Sunday, February 28, 2016

Oscar Predix: The Long and "Short" of It


Since 2010, the Best Picture winner has not won more than four Oscars (King's Speech, Artist, and Birdman each won 4, while 12 Years and Argo won three), and when a film dominates the technical categories, it doesn't go on to win Picture (Hugo, Gravity). Indeed, Gravity's seven wins seem more like an anomaly in this current version of the Academy, where films sometimes win 5, but mostly cap out at 4 (as in last year's Birdman and Grand Budapest Hotel, or 2012's Life of Pi).

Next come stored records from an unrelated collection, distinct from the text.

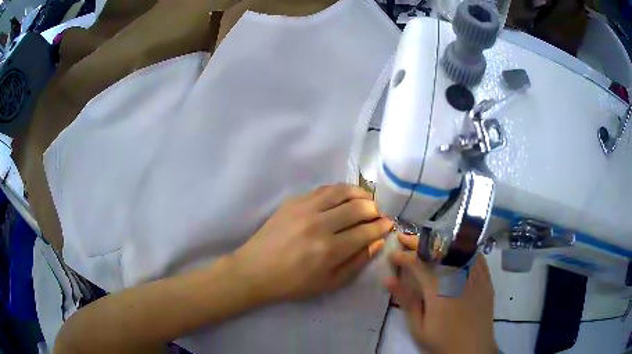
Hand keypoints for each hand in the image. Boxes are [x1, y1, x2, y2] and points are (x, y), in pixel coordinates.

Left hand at [234, 185, 392, 303]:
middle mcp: (319, 224)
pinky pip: (323, 189)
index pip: (366, 230)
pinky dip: (340, 191)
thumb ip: (357, 262)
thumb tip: (378, 241)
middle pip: (358, 207)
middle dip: (375, 209)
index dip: (382, 226)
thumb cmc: (293, 283)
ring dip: (360, 194)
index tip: (389, 224)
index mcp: (330, 250)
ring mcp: (304, 209)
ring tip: (366, 201)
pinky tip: (344, 197)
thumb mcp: (329, 283)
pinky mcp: (293, 201)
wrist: (255, 270)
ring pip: (342, 191)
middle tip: (378, 214)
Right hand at [386, 234, 496, 353]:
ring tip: (426, 242)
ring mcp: (475, 276)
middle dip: (419, 242)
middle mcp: (459, 277)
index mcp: (439, 290)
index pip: (419, 264)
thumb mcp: (419, 327)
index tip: (392, 255)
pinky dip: (462, 249)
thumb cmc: (442, 341)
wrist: (473, 349)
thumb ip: (406, 301)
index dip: (403, 257)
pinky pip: (476, 256)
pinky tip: (455, 249)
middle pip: (438, 250)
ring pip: (458, 248)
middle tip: (404, 238)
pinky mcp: (486, 279)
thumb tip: (388, 280)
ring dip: (439, 242)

Trends matter in the Academy, and so here's what I've got:

Best Picture

The Big Short
Bridge of Spies
Brooklyn
Mad Max: Fury Road
The Martian
The Revenant
Room
Spotlight

Will Win: The Big Short
Could Win: The Revenant
Should Win: Mad Max: Fury Road

Reasoning: This is the most exciting BP race since...maybe 2006? Depending on your point of view, this is either The Big Short's, The Revenant's, or Spotlight's to lose. Revenant won the Golden Globe, the Directors Guild, and the British Academy; Spotlight won the Writers Guild and the Screen Actors Guild; The Big Short won the Producers Guild and the Writers Guild. Historically, the Directors Guild winner has translated to the eventual Oscar winner in Directing and Picture. So, why pick The Big Short? Ever since the Oscars and the PGA switched to doing "preferential" or "weighted" ballots -- as opposed to a straight vote -- in 2009, the PGA winner has not lost the Oscar. In 2013, 12 Years a Slave and Gravity tied for the PGA and Alfonso Cuaron won the DGA, which led me to pick Gravity to win Picture and Director. Cuaron won Director, but 12 Years won Picture. The outcome was an interesting one for Oscar historians/statisticians -- it spoke, if nothing else, to a potential weakening of the DGA in the preferential ballot system.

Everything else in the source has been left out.